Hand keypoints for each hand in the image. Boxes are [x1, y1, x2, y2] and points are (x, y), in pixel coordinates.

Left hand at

--

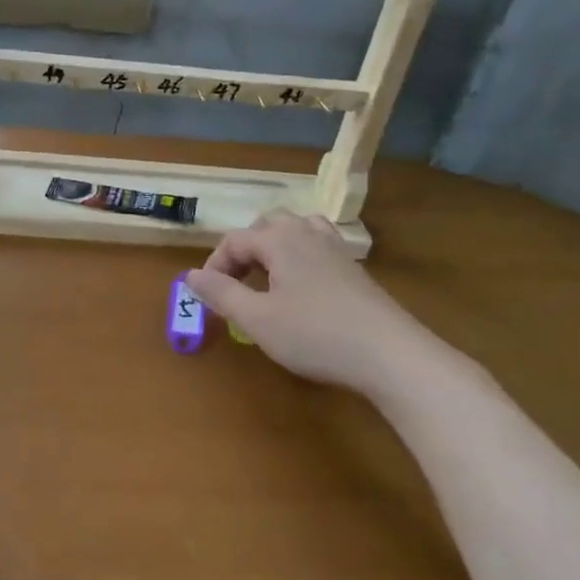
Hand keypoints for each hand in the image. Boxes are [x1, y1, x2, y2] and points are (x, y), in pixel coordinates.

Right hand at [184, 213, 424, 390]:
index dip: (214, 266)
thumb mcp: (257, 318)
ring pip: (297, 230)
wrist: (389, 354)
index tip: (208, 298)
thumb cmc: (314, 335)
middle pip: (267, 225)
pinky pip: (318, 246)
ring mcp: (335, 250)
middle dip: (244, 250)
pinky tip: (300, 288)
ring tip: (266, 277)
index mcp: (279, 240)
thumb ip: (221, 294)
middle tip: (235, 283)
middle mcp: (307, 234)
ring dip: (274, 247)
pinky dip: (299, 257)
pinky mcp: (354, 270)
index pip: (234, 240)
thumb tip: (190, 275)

--

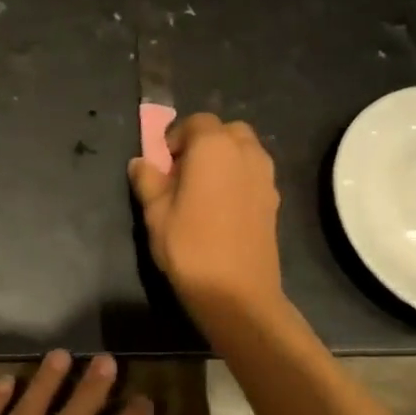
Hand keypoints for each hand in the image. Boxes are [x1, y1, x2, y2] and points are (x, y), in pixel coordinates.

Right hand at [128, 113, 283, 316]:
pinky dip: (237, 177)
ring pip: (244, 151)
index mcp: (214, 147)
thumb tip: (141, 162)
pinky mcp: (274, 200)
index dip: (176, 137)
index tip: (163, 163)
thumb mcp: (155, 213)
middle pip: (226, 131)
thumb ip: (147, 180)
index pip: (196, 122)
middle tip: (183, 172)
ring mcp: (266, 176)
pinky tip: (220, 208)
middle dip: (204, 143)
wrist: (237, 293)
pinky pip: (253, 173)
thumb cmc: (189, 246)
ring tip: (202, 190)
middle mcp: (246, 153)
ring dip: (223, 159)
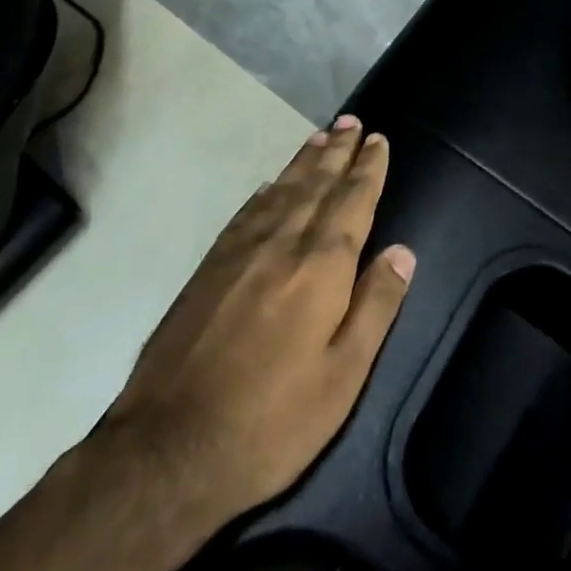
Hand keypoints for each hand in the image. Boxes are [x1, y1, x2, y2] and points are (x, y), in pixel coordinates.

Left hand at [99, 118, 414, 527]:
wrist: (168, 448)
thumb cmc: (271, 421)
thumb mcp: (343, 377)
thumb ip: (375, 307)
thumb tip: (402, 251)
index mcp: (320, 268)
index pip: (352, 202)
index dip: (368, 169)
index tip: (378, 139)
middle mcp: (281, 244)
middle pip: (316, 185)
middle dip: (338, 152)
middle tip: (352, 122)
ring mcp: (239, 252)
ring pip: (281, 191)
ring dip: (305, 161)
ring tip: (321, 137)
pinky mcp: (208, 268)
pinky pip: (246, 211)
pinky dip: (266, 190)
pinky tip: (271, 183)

--

From the listing above, pick out each line where the word "thumb" appears.

Solution for this problem ->
thumb mcp: (257, 318)
thumb cmc: (314, 335)
thumb ip: (221, 294)
thumb tip: (190, 275)
thumb tip: (141, 162)
thumb mcp: (155, 213)
thumb ip: (147, 180)
thumb cmc: (189, 246)
thumb cmc: (271, 421)
thumb mcp: (343, 377)
thumb ip: (375, 307)
thumb tip: (402, 251)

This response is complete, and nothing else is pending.